Investigating the Decoupling Theory: The Case of BRIC and CIVETS Markets
80 Pages Posted: 23 Oct 2016
Date Written: September 14, 2013
Until recently, emerging countries were considered to be the most dynamic and fast growing economies. Some of these markets have already reshaped the global economy and offered unparalleled potential growth for coming decades. Beforehand, emerging markets were able to sustain this growth despite financial turmoil and it was argued that they are not fully connected to financial flows of developed markets. However, since Ben Bernanke, chairman of the Federal Reserve raised the subject of tapering the Federal Reserve’s asset purchasing programme in May 2013, emerging markets equities have particularly underperformed developed market equities.
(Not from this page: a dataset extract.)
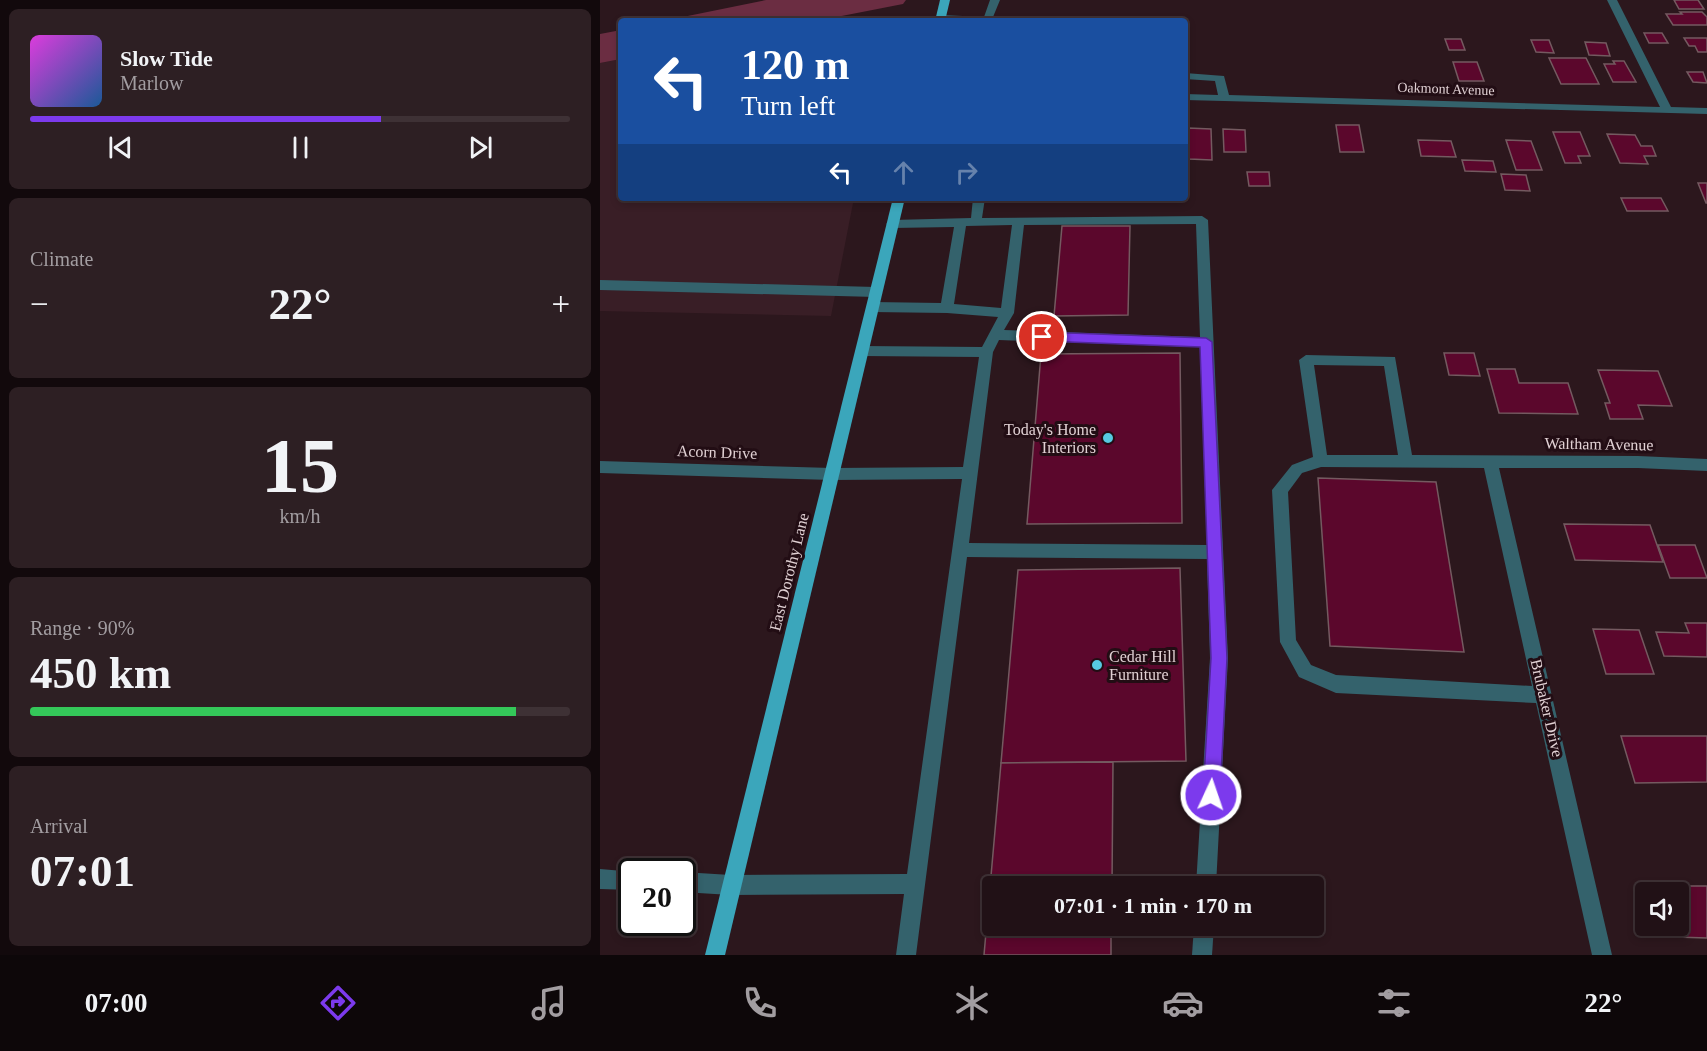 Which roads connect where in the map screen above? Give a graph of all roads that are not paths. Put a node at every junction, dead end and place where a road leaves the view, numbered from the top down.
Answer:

Since the understanding and quantifying the evolution of financial instruments co-movements is critical for asset pricing and portfolio allocation, this paper is set to investigate the structure of interdependencies between the BRIC, the CIVETs and the U.S. stock markets within an empirical framework combining bivariate and multivariate cointegration and error correction modelling over the last twelve years. Hence, we show that stock index prices from BRIC and CIVETS do not share a long-term relationship with the index prices from the U.S., suggesting that the case for the decoupling theory is remaining intact. This result has strong implications for hedging and trading strategies since the identification of causal links among stock markets is useful to achieve international diversification and thus to reduce market risk.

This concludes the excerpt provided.